You are still cocooned in your Christian framework. It's not as universal as you think. In the
evil god framework, Evil God creates in order to inflict suffering on his creation.
That's absurd.
Not at all. In Buddhism, for example, the first Noble Truth is that existence is suffering.
Of course Buddhism doesn't have a personal god like Christianity does, but you can imagine
a variation of Buddhism in which there is a god whose job it is to ensure that existence
is suffering.
Okay, I'll play along with this "challenge". The fundamental problem with it is that evil
is privation, that is to say, evil is not a positive attribute in itself. Evil is the
absence of good, just as darkness is the absence of light. Therefore an evil god is an incoherent
concept.
I find that theological notions of good and evil are rather simplistic when applied to
the real world. It's as if good is a simple variable that you can measure on a linear
scale, say from zero to 100, and then evil is 100 minus good. But in reality, good and
evil are much more complex. Any given act can have a mix of good and evil motives, and
good and evil consequences.
Which of course makes the evil god framework just as simplistic as the good god framework.

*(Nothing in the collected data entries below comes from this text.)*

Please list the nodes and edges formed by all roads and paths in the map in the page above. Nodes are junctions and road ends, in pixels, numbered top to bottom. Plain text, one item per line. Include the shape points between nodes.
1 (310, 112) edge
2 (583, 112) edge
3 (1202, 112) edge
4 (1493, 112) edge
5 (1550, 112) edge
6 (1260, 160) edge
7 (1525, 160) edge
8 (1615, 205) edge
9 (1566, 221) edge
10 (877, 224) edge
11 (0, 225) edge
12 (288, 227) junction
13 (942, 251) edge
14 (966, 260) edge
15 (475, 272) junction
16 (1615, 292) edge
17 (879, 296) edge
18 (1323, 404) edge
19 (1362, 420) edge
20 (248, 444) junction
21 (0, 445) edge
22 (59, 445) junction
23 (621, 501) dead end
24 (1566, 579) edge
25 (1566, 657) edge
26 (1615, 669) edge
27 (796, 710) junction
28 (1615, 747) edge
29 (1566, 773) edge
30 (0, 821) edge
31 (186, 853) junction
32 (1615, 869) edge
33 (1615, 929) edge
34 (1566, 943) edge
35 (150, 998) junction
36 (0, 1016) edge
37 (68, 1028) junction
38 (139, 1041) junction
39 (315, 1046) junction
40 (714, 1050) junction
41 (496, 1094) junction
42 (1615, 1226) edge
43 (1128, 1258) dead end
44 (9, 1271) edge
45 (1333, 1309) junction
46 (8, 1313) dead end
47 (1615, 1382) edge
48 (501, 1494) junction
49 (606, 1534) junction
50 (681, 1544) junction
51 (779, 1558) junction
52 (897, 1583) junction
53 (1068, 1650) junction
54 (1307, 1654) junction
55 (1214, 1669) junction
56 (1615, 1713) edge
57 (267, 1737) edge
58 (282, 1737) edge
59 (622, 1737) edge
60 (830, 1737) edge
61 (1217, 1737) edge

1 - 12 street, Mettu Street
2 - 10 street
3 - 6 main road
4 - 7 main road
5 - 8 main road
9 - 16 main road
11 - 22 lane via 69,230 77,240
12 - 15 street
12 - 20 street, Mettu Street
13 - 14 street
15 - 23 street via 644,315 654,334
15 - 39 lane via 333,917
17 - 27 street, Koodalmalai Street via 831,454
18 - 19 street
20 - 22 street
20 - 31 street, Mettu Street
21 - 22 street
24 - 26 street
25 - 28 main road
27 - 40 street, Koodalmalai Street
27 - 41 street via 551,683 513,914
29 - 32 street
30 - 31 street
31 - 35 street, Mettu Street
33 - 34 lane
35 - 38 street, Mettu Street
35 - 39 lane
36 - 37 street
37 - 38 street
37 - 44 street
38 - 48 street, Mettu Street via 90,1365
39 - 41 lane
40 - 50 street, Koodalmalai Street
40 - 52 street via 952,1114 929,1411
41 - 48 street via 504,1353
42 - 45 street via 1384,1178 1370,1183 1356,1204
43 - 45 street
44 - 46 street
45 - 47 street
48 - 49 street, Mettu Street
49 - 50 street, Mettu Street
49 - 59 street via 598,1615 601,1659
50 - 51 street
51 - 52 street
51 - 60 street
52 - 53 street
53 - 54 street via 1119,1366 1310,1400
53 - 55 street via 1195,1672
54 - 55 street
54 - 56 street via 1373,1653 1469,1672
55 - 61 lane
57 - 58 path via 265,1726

But the question is why we find the former much more likely than the latter, even though
they are symmetrical with respect to one another.
But they are not symmetrical. God is the greatest being that can be conceived of. Good is greater
than evil, so God cannot be evil.
You're still using definitions from the Christian theological framework. I could just as well
argue that God is the worst being that can be conceived of. Since it's worse for an evil
god to exist than not to exist, I can use a mirror image of Anselm's ontological argument
and say that an evil god must exist.
This is ridiculous. I don't think I need waste any more of my time on this foolishness.
Your reaction is pretty typical. Several Christian theologians have responded to Law's challenge.
They have all flunked it.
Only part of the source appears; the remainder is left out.